As an example, I ran an adventure in D&D years ago where the PC was trying to ingratitate hinself with the royal family.  He was approached to investigate a noble's murder -- seemingly a crime of passion committed by the royal heir!  The player investigated, detrmined the son's guilt and reported the result to the king.  _The player was wrong_. It was a modest frame I expected exposed because the inconsistencies were there for the player to discover.  _The player chose to end the investigation and trust his initial assesment._  The heir's exile and expulsion was unexpected and interesting development that came form pure player choice as was the continued freedom and presence of the real murderer.  

The eventual discovery of the truth gave a new prism to view trouble dogging the PCs over hte course of the campaign.


----------



## I'm A Banana (Jun 6, 2013)

Nagol said:
			
		

> The player investigated, detrmined the son's guilt and reported the result to the king. The player was wrong.




I perhaps should have worded that 'graph a little better, but the thrust of the point there is that the result of your choice is simply a consequence of your action. The character chose to believe in the son's guilt, and so the consequences played out, even if the consequences themselves weren't exactly what either party expected. When the character made that decision, he wasn't overcoming a challenge, he was simply declaring a statement that then happened. 

If the character had to overcome a challenge to determine the true guilt in the crime, then that reads differently. In my view, monsters serve the game mechanical role of being that challenge. It's not a matter of making a choice, but of overcoming a difficulty.


----------



## ExploderWizard (Jun 6, 2013)

"That is what a “monster” is in D&D: a creature that the PC’s must  overcome, or suffer some risk. They can overcome this creature with  knowledge, with influence, with avoidance, or with combat. The monster  itself threatens them with death in combat, hazardous movement,  inflexible minds, and dark mystery."

Not exactly. A monster is simply ANY entity in the campaign world that isn't a player character.

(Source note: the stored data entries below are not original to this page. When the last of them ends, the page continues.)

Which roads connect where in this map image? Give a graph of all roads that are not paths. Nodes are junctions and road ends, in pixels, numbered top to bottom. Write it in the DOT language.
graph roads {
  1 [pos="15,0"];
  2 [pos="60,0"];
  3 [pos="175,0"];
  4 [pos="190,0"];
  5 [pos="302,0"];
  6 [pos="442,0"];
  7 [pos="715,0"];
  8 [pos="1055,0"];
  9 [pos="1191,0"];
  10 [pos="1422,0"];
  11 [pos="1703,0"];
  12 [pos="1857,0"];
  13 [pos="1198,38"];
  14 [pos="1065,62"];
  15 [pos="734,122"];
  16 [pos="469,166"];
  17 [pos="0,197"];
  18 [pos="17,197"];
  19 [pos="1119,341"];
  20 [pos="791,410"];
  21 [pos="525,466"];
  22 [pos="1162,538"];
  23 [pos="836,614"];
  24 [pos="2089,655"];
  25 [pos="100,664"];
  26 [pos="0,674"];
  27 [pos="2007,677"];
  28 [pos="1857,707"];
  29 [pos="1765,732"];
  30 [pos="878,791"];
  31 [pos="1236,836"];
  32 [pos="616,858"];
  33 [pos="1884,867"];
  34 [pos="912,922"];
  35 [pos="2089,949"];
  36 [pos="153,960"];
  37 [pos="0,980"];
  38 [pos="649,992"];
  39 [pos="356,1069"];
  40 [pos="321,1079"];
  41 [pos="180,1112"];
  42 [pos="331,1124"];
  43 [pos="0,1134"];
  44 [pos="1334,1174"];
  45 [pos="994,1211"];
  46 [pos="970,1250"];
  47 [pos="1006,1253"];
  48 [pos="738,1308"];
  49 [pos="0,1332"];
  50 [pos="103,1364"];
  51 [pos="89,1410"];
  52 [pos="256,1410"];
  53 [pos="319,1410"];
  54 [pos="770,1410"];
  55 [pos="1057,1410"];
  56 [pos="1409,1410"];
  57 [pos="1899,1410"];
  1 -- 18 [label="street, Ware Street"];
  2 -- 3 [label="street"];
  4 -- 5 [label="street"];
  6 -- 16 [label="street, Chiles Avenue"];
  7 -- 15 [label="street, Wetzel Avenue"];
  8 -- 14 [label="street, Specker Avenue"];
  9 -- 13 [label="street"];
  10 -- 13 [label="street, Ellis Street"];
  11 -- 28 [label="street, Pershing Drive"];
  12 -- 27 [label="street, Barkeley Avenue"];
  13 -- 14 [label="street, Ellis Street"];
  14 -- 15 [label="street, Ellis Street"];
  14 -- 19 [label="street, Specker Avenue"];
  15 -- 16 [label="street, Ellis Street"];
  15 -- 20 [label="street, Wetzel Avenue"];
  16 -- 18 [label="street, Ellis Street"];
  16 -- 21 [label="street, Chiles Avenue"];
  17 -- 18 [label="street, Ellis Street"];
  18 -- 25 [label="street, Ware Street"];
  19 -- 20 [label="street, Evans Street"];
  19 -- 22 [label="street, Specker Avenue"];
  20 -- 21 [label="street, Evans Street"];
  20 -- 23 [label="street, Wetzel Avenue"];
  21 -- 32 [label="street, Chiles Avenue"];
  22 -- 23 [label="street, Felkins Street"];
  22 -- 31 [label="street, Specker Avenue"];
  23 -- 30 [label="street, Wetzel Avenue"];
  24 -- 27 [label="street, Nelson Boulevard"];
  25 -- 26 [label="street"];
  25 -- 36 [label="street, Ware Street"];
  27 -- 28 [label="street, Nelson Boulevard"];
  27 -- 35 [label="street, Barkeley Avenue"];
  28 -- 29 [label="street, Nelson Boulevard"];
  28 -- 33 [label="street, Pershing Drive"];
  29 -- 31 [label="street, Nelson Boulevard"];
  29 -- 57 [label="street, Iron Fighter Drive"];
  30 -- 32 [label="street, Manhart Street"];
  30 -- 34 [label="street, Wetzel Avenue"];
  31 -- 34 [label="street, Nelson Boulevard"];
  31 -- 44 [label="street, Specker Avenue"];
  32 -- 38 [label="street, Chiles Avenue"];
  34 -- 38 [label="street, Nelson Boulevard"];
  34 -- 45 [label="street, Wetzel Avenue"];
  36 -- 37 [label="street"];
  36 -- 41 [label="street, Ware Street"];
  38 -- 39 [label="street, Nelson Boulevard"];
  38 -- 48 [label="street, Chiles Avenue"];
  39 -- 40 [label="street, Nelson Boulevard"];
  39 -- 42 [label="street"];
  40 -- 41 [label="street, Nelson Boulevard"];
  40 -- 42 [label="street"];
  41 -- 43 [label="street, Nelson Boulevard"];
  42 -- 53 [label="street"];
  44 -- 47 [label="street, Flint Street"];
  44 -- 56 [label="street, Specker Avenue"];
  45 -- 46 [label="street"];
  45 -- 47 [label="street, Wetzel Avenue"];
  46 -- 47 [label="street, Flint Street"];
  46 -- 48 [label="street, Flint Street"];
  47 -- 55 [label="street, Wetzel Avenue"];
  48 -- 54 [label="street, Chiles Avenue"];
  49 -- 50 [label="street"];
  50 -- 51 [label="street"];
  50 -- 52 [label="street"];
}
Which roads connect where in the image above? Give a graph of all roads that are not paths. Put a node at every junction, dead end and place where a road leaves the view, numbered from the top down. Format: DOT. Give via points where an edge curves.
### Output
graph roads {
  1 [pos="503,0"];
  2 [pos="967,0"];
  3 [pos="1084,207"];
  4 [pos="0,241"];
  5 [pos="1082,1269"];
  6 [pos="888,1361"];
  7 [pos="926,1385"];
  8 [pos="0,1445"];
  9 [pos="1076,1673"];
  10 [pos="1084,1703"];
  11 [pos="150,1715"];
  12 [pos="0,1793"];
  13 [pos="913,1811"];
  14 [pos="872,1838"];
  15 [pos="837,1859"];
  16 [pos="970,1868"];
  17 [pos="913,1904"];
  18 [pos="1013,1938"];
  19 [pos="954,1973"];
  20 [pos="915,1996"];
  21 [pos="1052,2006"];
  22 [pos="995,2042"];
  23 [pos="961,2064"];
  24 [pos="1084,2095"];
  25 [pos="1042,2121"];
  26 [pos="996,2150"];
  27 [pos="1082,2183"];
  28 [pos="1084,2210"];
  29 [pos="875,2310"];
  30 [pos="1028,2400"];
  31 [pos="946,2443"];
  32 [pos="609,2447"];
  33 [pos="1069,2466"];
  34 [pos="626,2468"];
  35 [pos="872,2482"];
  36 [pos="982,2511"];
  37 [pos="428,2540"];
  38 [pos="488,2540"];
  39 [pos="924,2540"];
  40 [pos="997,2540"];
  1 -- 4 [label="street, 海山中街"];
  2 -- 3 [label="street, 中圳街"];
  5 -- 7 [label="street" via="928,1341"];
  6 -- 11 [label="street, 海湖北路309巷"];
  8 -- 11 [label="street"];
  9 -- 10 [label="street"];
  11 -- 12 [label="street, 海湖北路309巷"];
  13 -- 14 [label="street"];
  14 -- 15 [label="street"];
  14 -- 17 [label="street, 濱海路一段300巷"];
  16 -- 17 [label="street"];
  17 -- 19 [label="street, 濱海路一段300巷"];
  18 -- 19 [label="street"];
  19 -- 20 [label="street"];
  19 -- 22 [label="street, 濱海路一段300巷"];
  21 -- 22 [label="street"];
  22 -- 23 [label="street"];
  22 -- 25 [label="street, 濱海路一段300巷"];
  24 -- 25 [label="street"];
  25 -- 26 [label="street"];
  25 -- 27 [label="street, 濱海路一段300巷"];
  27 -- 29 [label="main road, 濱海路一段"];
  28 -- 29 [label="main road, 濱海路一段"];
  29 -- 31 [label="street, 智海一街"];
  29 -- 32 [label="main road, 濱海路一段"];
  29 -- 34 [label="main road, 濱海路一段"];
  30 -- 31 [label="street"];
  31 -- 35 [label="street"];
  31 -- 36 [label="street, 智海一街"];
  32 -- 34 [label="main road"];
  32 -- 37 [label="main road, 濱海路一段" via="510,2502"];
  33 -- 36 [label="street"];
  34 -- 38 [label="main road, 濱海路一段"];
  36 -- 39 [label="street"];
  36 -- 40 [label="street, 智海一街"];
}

The cheerful village priest, the scheming goblin rogue, the 5 headed hydra, and the potato merchant met upon the road are all monsters. 

Not every monster is there to present a challenge because not everyone the PCs will meet in the campaign exists specifically to test them in some way. Doing so would produce the most rightfully paranoid group of PCs to walk the earth. Some monsters are simply NPCs that share the world with the players, have thier own goals and desires, and do not spend every waking moment thinking about how to foil the PCs in some way. 

Every moment of play in an rpg does not have to be some kind of test, challenge, or adversity for the players. It is harder for players to accept the game world as a real place if it is endlessly out to get them at all times. Conflict is the still the driving force behind campaign events but there must be more than that to experience so that the conflicts have some context to fit within.


----------



## I'm A Banana (Jun 6, 2013)

I think a definition of "monster" broad enough to include things that you don't need to roll for is perhaps too broad to be useful as a metric for game design. It's not very useful functionally if it includes anything that's not a PC, since that would lump together a trap, a tree, an aboleth, the sky, every blade of grass, the barkeep....and these clearly fill different needs in play.


----------



## ExploderWizard (Jun 6, 2013)

Kamikaze Midget said:


> I think a definition of "monster" broad enough to include things that you don't need to roll for is perhaps too broad to be useful as a metric for game design. It's not very useful functionally if it includes anything that's not a PC, since that would lump together a trap, a tree, an aboleth, the sky, every blade of grass, the barkeep....and these clearly fill different needs in play.




I wouldn't call a blade of grass or a poison dart trap on a door "an entity". Also the concept of something being of any worth to the game being measured by the presence of a die roll is concept made of so much fail it cannot be measured. This would equate to the game being no more than the rules.


----------



## I'm A Banana (Jun 6, 2013)

So why is a poison dart trap not a "monster," but an ear seeker (for instance) is? The definition I'm getting at in the article is a functional one -- defined by a mechanical challenge to the PC. What is useful about "every 'entity' that is not a PC"?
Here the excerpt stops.